Algumas pessoas tendem a achar que a liberdade — no sentido dos valores ocidentais — é um conceito europeu ou ocidental. O único aspeto verdadeiro desse ponto de vista é que muitos dos conceitos de liberdade tiveram a sua origem na Europa — pelo menos aqueles que aqui estão a ser discutidos. No protesto contra os regimes autoritários por esse mundo fora pode ver-se — mas sobretudo o elevado dispêndio de energia para conseguir controlar a dinâmica social e a pluralização cultural demonstra-o — que não há no mundo uma única cultura ou uma única região que tenha conseguido evitar a experiência de lidar com a incapacidade de controlar a sociedade ou os graus de liberdade das decisões. Pense-se nos processos de democratização que decorrem em todo o mundo — e nos reveses que vão sofrendo. Percebe-se que não se trata de um conceito tão-só europeu ou ocidental se se pensar nas catástrofes totalitárias do século XX, mas também nas atuais vicissitudes ocorridas nos Estados Unidos, onde alguém manifestamente não-democrata pôde governar; ou se se pensar ainda em países do Leste da Europa, membros da União Europeia, e até na Rússia, cuja liderança se esforça por se manter incólume e, de um modo quase clássico, tenta compensar a perda de controlo, a nível interno, face às pressões do pluralismo, com arriscadas jogadas de política externa.

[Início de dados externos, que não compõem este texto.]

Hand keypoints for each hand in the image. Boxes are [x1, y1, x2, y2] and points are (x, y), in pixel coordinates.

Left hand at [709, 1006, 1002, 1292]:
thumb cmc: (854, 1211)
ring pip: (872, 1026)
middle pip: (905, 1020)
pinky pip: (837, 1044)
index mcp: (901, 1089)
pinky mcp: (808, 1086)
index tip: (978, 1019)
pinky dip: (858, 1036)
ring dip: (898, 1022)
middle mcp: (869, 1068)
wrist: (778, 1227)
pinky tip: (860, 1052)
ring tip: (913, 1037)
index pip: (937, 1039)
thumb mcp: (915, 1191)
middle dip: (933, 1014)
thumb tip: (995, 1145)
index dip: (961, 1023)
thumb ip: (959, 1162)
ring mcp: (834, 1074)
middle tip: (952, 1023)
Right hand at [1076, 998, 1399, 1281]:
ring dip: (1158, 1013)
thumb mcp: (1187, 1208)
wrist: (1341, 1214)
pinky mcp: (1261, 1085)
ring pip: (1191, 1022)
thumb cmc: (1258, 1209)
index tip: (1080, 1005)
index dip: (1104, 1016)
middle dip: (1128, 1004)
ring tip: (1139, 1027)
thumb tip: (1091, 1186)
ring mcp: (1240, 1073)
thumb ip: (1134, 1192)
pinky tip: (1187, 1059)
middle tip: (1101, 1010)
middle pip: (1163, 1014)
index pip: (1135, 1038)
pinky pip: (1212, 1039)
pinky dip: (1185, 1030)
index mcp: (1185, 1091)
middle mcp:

Resta a esperança de que a remoção de tais regimes venha a resultar da sua impossibilidade de internamente controlarem a respetiva sociedade. Não se consegue suprimir por completo o germe de pensar em alternativas — sem se deixar alinhar ou uniformizar —, até porque as pessoas têm de falar e a língua constitui uma excelente possibilidade de tomar uma posição e dizer «não».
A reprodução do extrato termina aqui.